By David Brough and Rajendra Jadhav, Reuters

Indian mills are exporting more raw sugar to Iran and Asian markets, aided by a production incentives package and recovering world prices, seizing market share from top exporter Brazil.

"There is a strong flow of physical trade from India, helped by the rally in world sugar prices, export incentives and rupee clearing," said Jonathan Kingsman, head of agriculture at data provider Platts.

Cash-strapped Indian mills, which have struggled to pay cane farmers due to weak global sugar prices, received a boost last month when authorities approved an incentives package amounting to 3,300 rupees per tonne to stimulate export sales from substantial stocks.

A senior European trade source estimated Indian mills sold some 315,000 tonnes of raw sugar to Iran from December to March, and that a further 200,000 tonnes of Indian raw sugar had been sold to local traders in Iran.

According to Indian industry estimates, mills could sell an additional 250,000 tonnes to Iran this season.

Their exports have been primarily to Iran, with the further financial incentive of a so-called rupee clearing mechanism amounting to some $15-30 per tonne premium to Indian mills.
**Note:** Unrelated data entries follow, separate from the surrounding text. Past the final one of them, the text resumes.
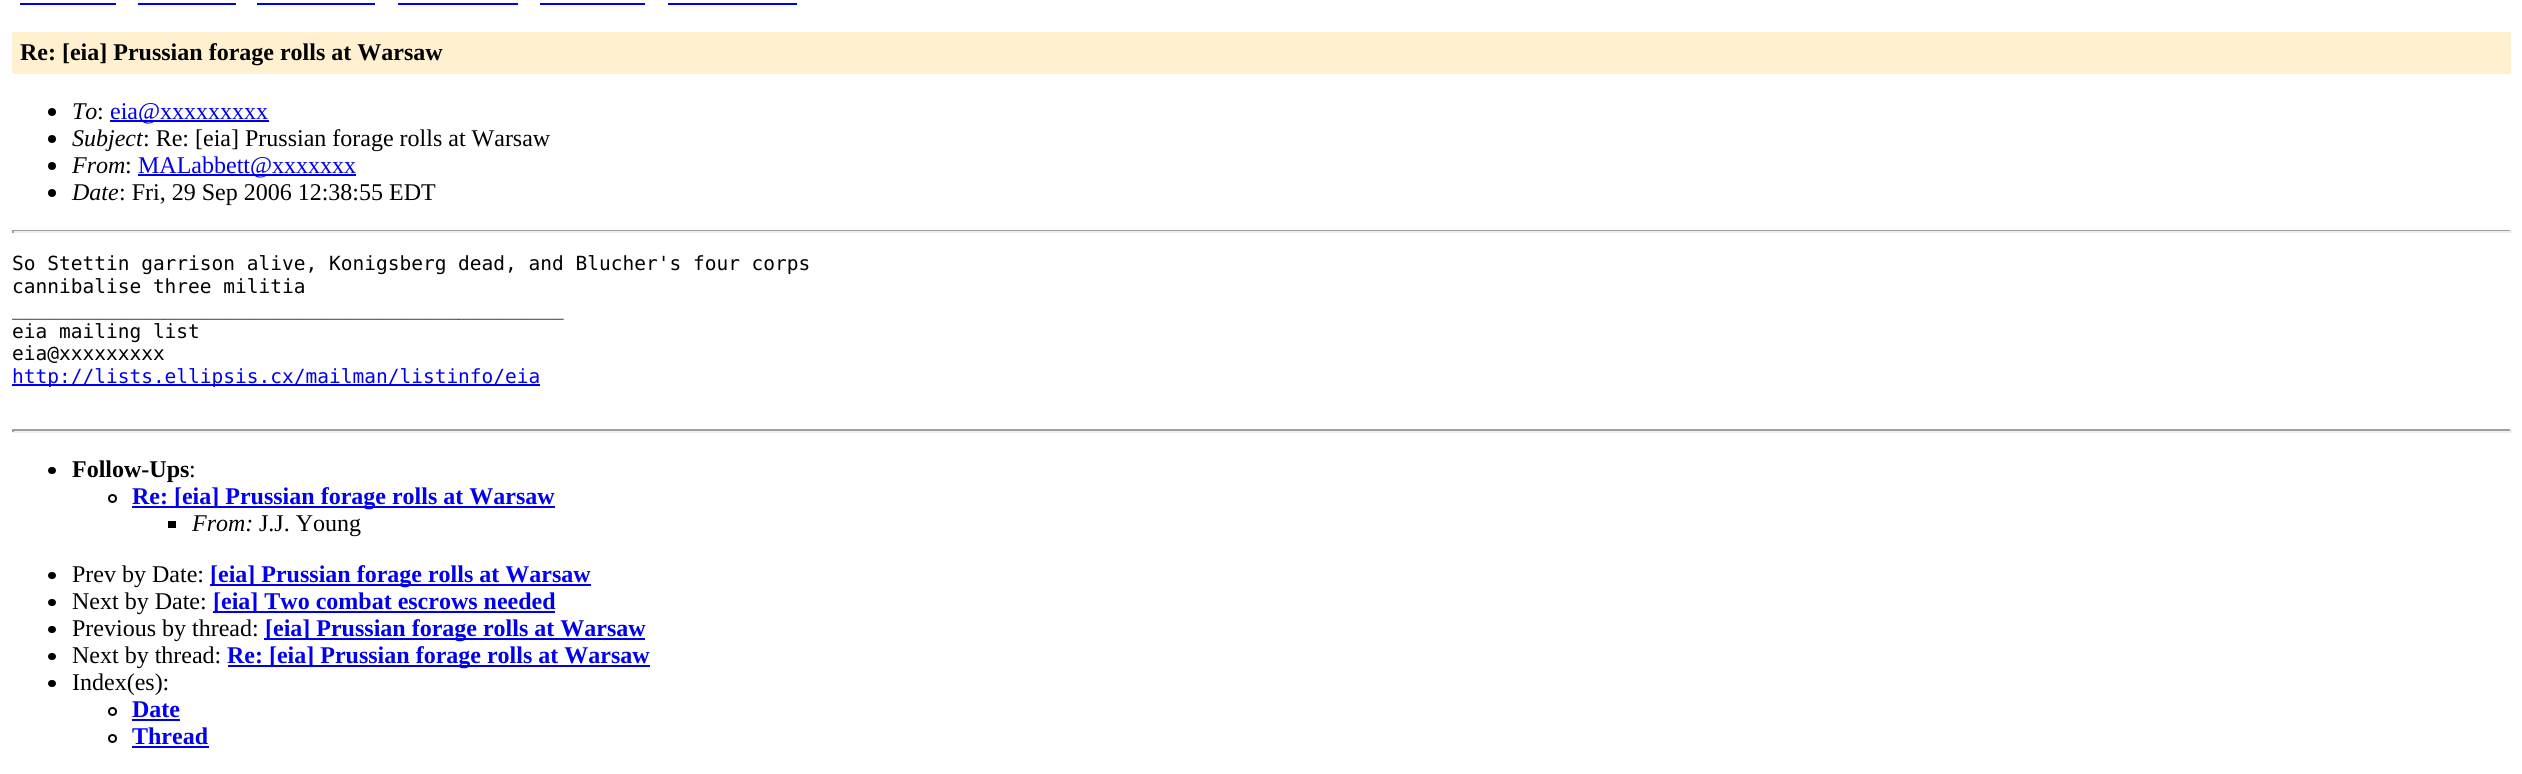 import math
import cairo

surface = cairo.ImageSurface(cairo.FORMAT_RGB24, 2522, 774)
ctx = cairo.Context(surface)
options = cairo.FontOptions()
options.set_hint_metrics(cairo.HINT_METRICS_OFF)
options.set_hint_style(cairo.HINT_STYLE_NONE)
ctx.set_font_options(options)
ctx.set_miter_limit(4)


def set_color(code):
    ctx.set_source_rgb(*(v / 255 for v in bytes.fromhex(code[-6:])))


def draw_text(x, y, s, family, size, color, bold=False, italic=False):
    ctx.select_font_face(family, cairo.FONT_SLANT_ITALIC if italic else cairo.FONT_SLANT_NORMAL, cairo.FONT_WEIGHT_BOLD if bold else cairo.FONT_WEIGHT_NORMAL)
    ctx.set_font_size(size)
    set_color(color)
    ctx.move_to(x, y)
    ctx.show_text(s)


def fill_rect(x, y, w, h, color):
    set_color(color)
    ctx.rectangle(x, y, w, h)
    ctx.fill()


def rounded_rect(x, y, w, h, r):
    ctx.new_sub_path()
    for i, (u, v) in enumerate([(x + w - r, y + h - r), (x + r, y + h - r), (x + r, y + r), (x + w - r, y + r)]):
        ctx.arc(u, v, r, i * math.pi / 2, (i + 1) * math.pi / 2)
    ctx.close_path()


set_color("#ffffff")
ctx.paint()
fill_rect(20, 3, 96, 2, "#0000ee")
fill_rect(138, 3, 98, 2, "#0000ee")
fill_rect(257, 3, 118, 2, "#0000ee")
fill_rect(398, 3, 120, 2, "#0000ee")
fill_rect(540, 3, 105, 2, "#0000ee")
fill_rect(668, 3, 129, 2, "#0000ee")
fill_rect(12, 32, 2499, 42, "#fff0d0")
draw_text(20, 60, "Re: [eia] Prussian forage rolls at Warsaw", "Liberation Serif", 24, "#000000", bold=True)
ctx.new_path()
ctx.arc(52, 112, 4, 0, 2 * math.pi)
ctx.fill()
draw_text(72, 119, "To", "Liberation Serif", 24, "#000000", italic=True)
draw_text(97, 119, ":", "Liberation Serif", 24, "#000000")
fill_rect(110, 120, 159, 2, "#0000ee")
draw_text(110, 119, "eia@xxxxxxxxx", "Liberation Serif", 24, "#0000ee")
set_color("#000000")
ctx.new_path()
ctx.arc(52, 139, 4, 0, 2 * math.pi)
ctx.fill()
draw_text(72, 146, "Subject", "Liberation Serif", 24, "#000000", italic=True)
draw_text(143, 146, ": Re: [eia] Prussian forage rolls at Warsaw", "Liberation Serif", 24, "#000000")
ctx.new_path()
ctx.arc(52, 166, 4, 0, 2 * math.pi)
ctx.fill()
draw_text(72, 173, "From", "Liberation Serif", 24, "#000000", italic=True)
draw_text(125, 173, ":", "Liberation Serif", 24, "#000000")
fill_rect(138, 174, 218, 2, "#0000ee")
draw_text(138, 173, "MALabbett@xxxxxxx", "Liberation Serif", 24, "#0000ee")
set_color("#000000")
ctx.new_path()
ctx.arc(52, 193, 4, 0, 2 * math.pi)
ctx.fill()
draw_text(72, 200, "Date", "Liberation Serif", 24, "#000000", italic=True)
draw_text(119, 200, ": Fri, 29 Sep 2006 12:38:55 EDT", "Liberation Serif", 24, "#000000")
fill_rect(12, 230, 2499, 1, "#9f9f9f")
fill_rect(2510, 230, 2, 3, "#eeeeee")
fill_rect(12, 231, 2499, 2, "#eeeeee")
fill_rect(12, 230, 2, 3, "#9f9f9f")
draw_text(12, 270, "So Stettin garrison alive, Konigsberg dead, and Blucher's four corps", "DejaVu Sans Mono", 19.5, "#000000")
draw_text(12, 293, "cannibalise three militia", "DejaVu Sans Mono", 19.5, "#000000")
draw_text(12, 315, "_______________________________________________", "DejaVu Sans Mono", 19.5, "#000000")
draw_text(12, 338, "eia mailing list", "DejaVu Sans Mono", 19.5, "#000000")
draw_text(12, 360, "eia@xxxxxxxxx", "DejaVu Sans Mono", 19.5, "#000000")
fill_rect(12, 384, 528, 2, "#0000ee")
draw_text(12, 383, "http://lists.ellipsis.cx/mailman/listinfo/eia", "DejaVu Sans Mono", 19.5, "#0000ee")
fill_rect(12, 429, 2499, 2, "#9f9f9f")
fill_rect(2510, 429, 2, 3, "#eeeeee")
fill_rect(12, 431, 2499, 2, "#eeeeee")
fill_rect(12, 429, 2, 3, "#9f9f9f")
set_color("#000000")
rounded_rect(48, 467, 8, 7, 3.5)
ctx.fill()
draw_text(72, 477, "Follow-Ups", "Liberation Serif", 24, "#000000", bold=True)
draw_text(189, 477, ":", "Liberation Serif", 24, "#000000")
ctx.new_path()
ctx.arc(112.5, 498.5, 3.5, 0, 2 * math.pi)
ctx.stroke()
fill_rect(132, 506, 423, 2, "#0000ee")
draw_text(132, 504, "Re: [eia] Prussian forage rolls at Warsaw", "Liberation Serif", 24, "#0000ee", bold=True)
fill_rect(168, 521, 8, 7, "#000000")
draw_text(192, 531, "From:", "Liberation Serif", 24, "#000000", italic=True)
draw_text(259, 531, "J.J. Young", "Liberation Serif", 24, "#000000")
rounded_rect(48, 572, 8, 7, 3.5)
ctx.fill()
draw_text(72, 582, "Prev by Date:", "Liberation Serif", 24, "#000000")
fill_rect(210, 584, 381, 2, "#0000ee")
draw_text(210, 582, "[eia] Prussian forage rolls at Warsaw", "Liberation Serif", 24, "#0000ee", bold=True)
set_color("#000000")
rounded_rect(48, 599, 8, 7, 3.5)
ctx.fill()
draw_text(72, 609, "Next by Date:", "Liberation Serif", 24, "#000000")
fill_rect(213, 611, 342, 2, "#0000ee")
draw_text(213, 609, "[eia] Two combat escrows needed", "Liberation Serif", 24, "#0000ee", bold=True)
set_color("#000000")
rounded_rect(48, 626, 8, 7, 3.5)
ctx.fill()
draw_text(72, 636, "Previous by thread:", "Liberation Serif", 24, "#000000")
fill_rect(264, 638, 381, 2, "#0000ee")
draw_text(265, 636, "[eia] Prussian forage rolls at Warsaw", "Liberation Serif", 24, "#0000ee", bold=True)
set_color("#000000")
rounded_rect(48, 653, 8, 7, 3.5)
ctx.fill()
draw_text(72, 663, "Next by thread:", "Liberation Serif", 24, "#000000")
fill_rect(228, 665, 422, 2, "#0000ee")
draw_text(227, 663, "Re: [eia] Prussian forage rolls at Warsaw", "Liberation Serif", 24, "#0000ee", bold=True)
set_color("#000000")
rounded_rect(48, 680, 8, 7, 3.5)
ctx.fill()
draw_text(72, 690, "Index(es):", "Liberation Serif", 24, "#000000")
ctx.new_path()
ctx.arc(112.5, 711.5, 3.5, 0, 2 * math.pi)
ctx.stroke()
draw_text(132, 717, "Date", "Liberation Serif", 24, "#0000ee", bold=True)
fill_rect(132, 719, 48, 2, "#0000ee")
ctx.new_path()
ctx.arc(112.5, 738.5, 3.5, 0, 2 * math.pi)
set_color("#000000")
ctx.stroke()
draw_text(132, 744, "Thread", "Liberation Serif", 24, "#0000ee", bold=True)
fill_rect(132, 746, 77, 2, "#0000ee")
surface.write_to_png("output.png") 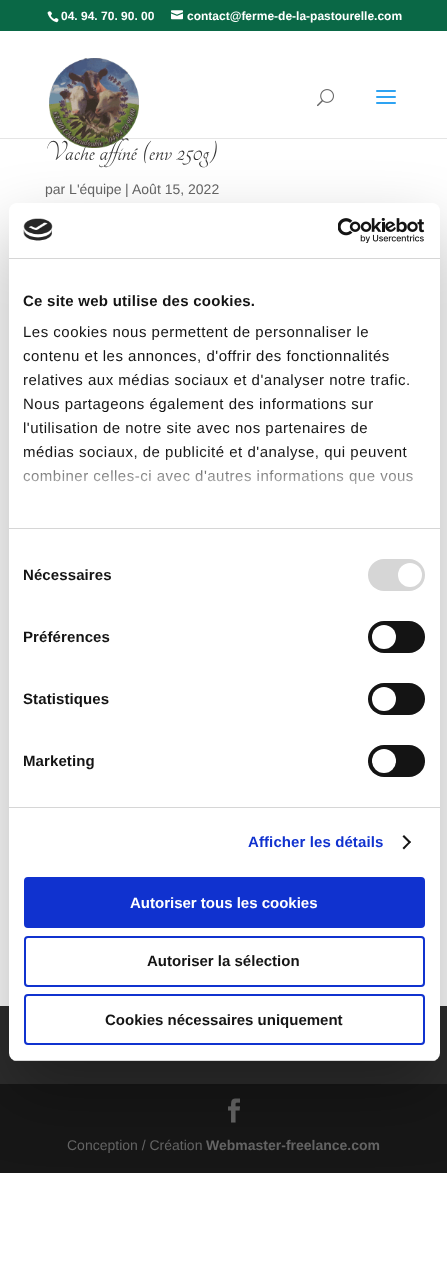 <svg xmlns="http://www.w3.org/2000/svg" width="447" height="1263">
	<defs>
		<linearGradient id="g1" gradientUnits="userSpaceOnUse" x1="218" y1="528" x2="218" y2="453"><stop offset="0" stop-color="#FFFFFF" /><stop offset="0.5" stop-color="#FFFFFF" stop-opacity="0.8" /><stop offset="1" stop-color="#FFFFFF" stop-opacity="0" /></linearGradient>
		<clipPath id="clip1"><rect x="9" y="203" width="431" height="858" rx="8" /></clipPath>
	</defs>
	<rect width="100%" height="100%" fill="#FFFFFF" />
	<rect x="0" y="0" width="447" height="31" fill="#0A6846" />
	<image x="47" y="11" width="12" height="12" href="assets/img1.png" />
	<text x="61" y="20" font-family="Liberation Sans" font-size="12" font-weight="700" fill="#FFFFFF">04. 94. 70. 90. 00</text>
	<image x="171" y="10" width="12" height="10" href="assets/img2.png" />
	<text x="187" y="20" font-family="Liberation Sans" font-size="12" font-weight="700" fill="#FFFFFF">contact@ferme-de-la-pastourelle.com</text>
	<rect x="0" y="138" width="447" height="1" fill="#000000" fill-opacity="0.1" />
	<text x="45" y="160" font-family="Tangerine" font-size="30" fill="#333333">Vache affiné (env 250g)</text>
	<rect x="92" y="137" width="4" height="1" fill="#FFFFFF" />
	<image x="49" y="58" width="90" height="90" href="assets/img3.png" />
	<image x="317" y="89" width="17" height="18" href="assets/img4.png" />
	<image x="376" y="90" width="20" height="14" href="assets/img5.png" />
	<g font-family="Liberation Sans" font-size="14" fill="#666666">
		<text x="45" y="194">par L'équipe</text>
		<text x="125" y="194">|</text>
		<text x="132" y="194">Août 15, 2022</text>
	</g>
	<rect x="0" y="1006" width="447" height="78" fill="#2D2D2D" />
	<rect x="0" y="1084" width="447" height="89" fill="#171717" />
	<image x="228" y="1098" width="12" height="25" href="assets/img6.png" />
	<text x="67" y="1150" font-family="Liberation Sans" font-size="14" fill="#666666">Conception / Création</text>
	<text x="206" y="1150" font-family="Liberation Sans" font-size="14" font-weight="700" fill="#666666">Webmaster-freelance.com</text>
	<rect x="9" y="235" width="431" height="858" rx="8" fill="#000000" fill-opacity="0.3" filter="blur(34px)" />
	<rect x="9" y="203" width="431" height="858" rx="8" fill="#FFFFFF" />
	<rect x="9" y="258" width="431" height="1" fill="#D6D6D6" />
	<image x="23" y="218" width="30" height="23" href="assets/img7.png" />
	<image x="338" y="218" width="87" height="25" href="assets/img8.png" />
	<rect x="9" y="528" width="431" height="1" fill="#D6D6D6" />
	<text x="23" y="306" font-family="Liberation Sans" font-size="15" font-weight="700" letter-spacing="0.25" fill="#141414">Ce site web utilise des cookies.</text>
	<g font-family="Liberation Sans" font-size="15" letter-spacing="0.5" fill="#141414">
		<text x="23" y="337">Les cookies nous permettent de personnaliser le</text>
		<text x="23" y="361">contenu et les annonces, d'offrir des fonctionnalités</text>
		<text x="23" y="385">relatives aux médias sociaux et d'analyser notre trafic.</text>
		<text x="23" y="409">Nous partageons également des informations sur</text>
		<text x="23" y="433">l'utilisation de notre site avec nos partenaires de</text>
		<text x="23" y="457">médias sociaux, de publicité et d'analyse, qui peuvent</text>
		<text x="23" y="481">combiner celles-ci avec d'autres informations que vous</text>
	</g>
	<rect x="23" y="454" width="390" height="31" fill="url(#g1)" />
	<rect x="9" y="807" width="431" height="1" fill="#D6D6D6" />
	<text x="23" y="580" font-family="Liberation Sans" font-size="15" font-weight="700" letter-spacing="0.1" fill="#141414">Nécessaires</text>
	<rect x="368" y="559" width="57" height="32" rx="16" fill="#D6D6D6" />
	<circle cx="410" cy="575" r="12" fill="#FFFFFF" />
	<text x="23" y="642" font-family="Liberation Sans" font-size="15" font-weight="700" letter-spacing="0.1" fill="#141414">Préférences</text>
	<rect x="368" y="621" width="57" height="32" rx="16" fill="#141414" />
	<circle cx="384" cy="637" r="12" fill="#FFFFFF" />
	<text x="23" y="704" font-family="Liberation Sans" font-size="15" font-weight="700" letter-spacing="0.1" fill="#141414">Statistiques</text>
	<rect x="368" y="683" width="57" height="32" rx="16" fill="#141414" />
	<circle cx="384" cy="699" r="12" fill="#FFFFFF" />
	<text x="23" y="766" font-family="Liberation Sans" font-size="15" font-weight="700" letter-spacing="0.1" fill="#141414">Marketing</text>
	<rect x="368" y="745" width="57" height="32" rx="16" fill="#141414" />
	<circle cx="384" cy="761" r="12" fill="#FFFFFF" />
	<text x="248" y="847" font-family="Liberation Sans" font-size="15" font-weight="700" letter-spacing="0.1" fill="#1032CF">Afficher les détails</text>
	<path d="M404 835L411 842L409.5 843.5L402.5 836.5Z" fill="#141414" />
	<path d="M409.5 841L411 842L404 849.5L402.5 848Z" fill="#141414" />
	<g clip-path="url(#clip1)">
		<rect x="9" y="1060" width="431" height="1" fill="#D6D6D6" />
	</g>
	<rect x="25" y="878" width="399" height="49" rx="3" fill="#1032CF" stroke="#1032CF" stroke-width="2" />
	<text x="130" y="908" font-family="Liberation Sans" font-size="15" font-weight="700" fill="#FFFFFF">Autoriser tous les cookies</text>
	<rect x="25" y="937" width="399" height="49" rx="3" fill="none" stroke="#1032CF" stroke-width="2" />
	<text x="147" y="966" font-family="Liberation Sans" font-size="15" font-weight="700" fill="#141414">Autoriser la sélection</text>
	<rect x="25" y="995" width="399" height="49" rx="3" fill="none" stroke="#1032CF" stroke-width="2" />
	<text x="105" y="1025" font-family="Liberation Sans" font-size="15" font-weight="700" fill="#141414">Cookies nécessaires uniquement</text>
</svg>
The mechanism uses funds from rupee accounts set up with funds from sales of oil by sanctions-hit Iran to India.

Kingsman said Bangladesh and Malaysia were among other markets where India had made sales at the expense of Brazil.

ICE raw sugar futures rose to a four-month peak earlier this month due to concerns that drought in Brazil could hit output, making exports more attractive for Indian mills.


Naim Beydoun of Swiss Sugar Brokers said he believed Indian raw sugar sales to Malaysia and Indonesia were possible in coming months if the product was competitive in quality terms.

He also said offers of Indian raw sugar on the international market would erode physical business from top exporter Brazil.

"If you take the Indian subsidies, the availability of Thai sugar, and the sugar price going up, this is not conducive to Brazilian cash prices being firm," Beydoun said.

Brazilian prompt high quality raw sugar was offered at a discount of 25 to 30 points to May futures on ICE this week, signalling subdued cash demand.

India, the world's top sugar consumer and number two producer after Brazil, can swing from net exporter to importer. When India exports the sweetener it typically sells low quality whites to regional markets.

India exported 1.2 million tonnes of sugar from October to February, including 500,000 tonnes of raws, according to the Indian Sugar Mills Association.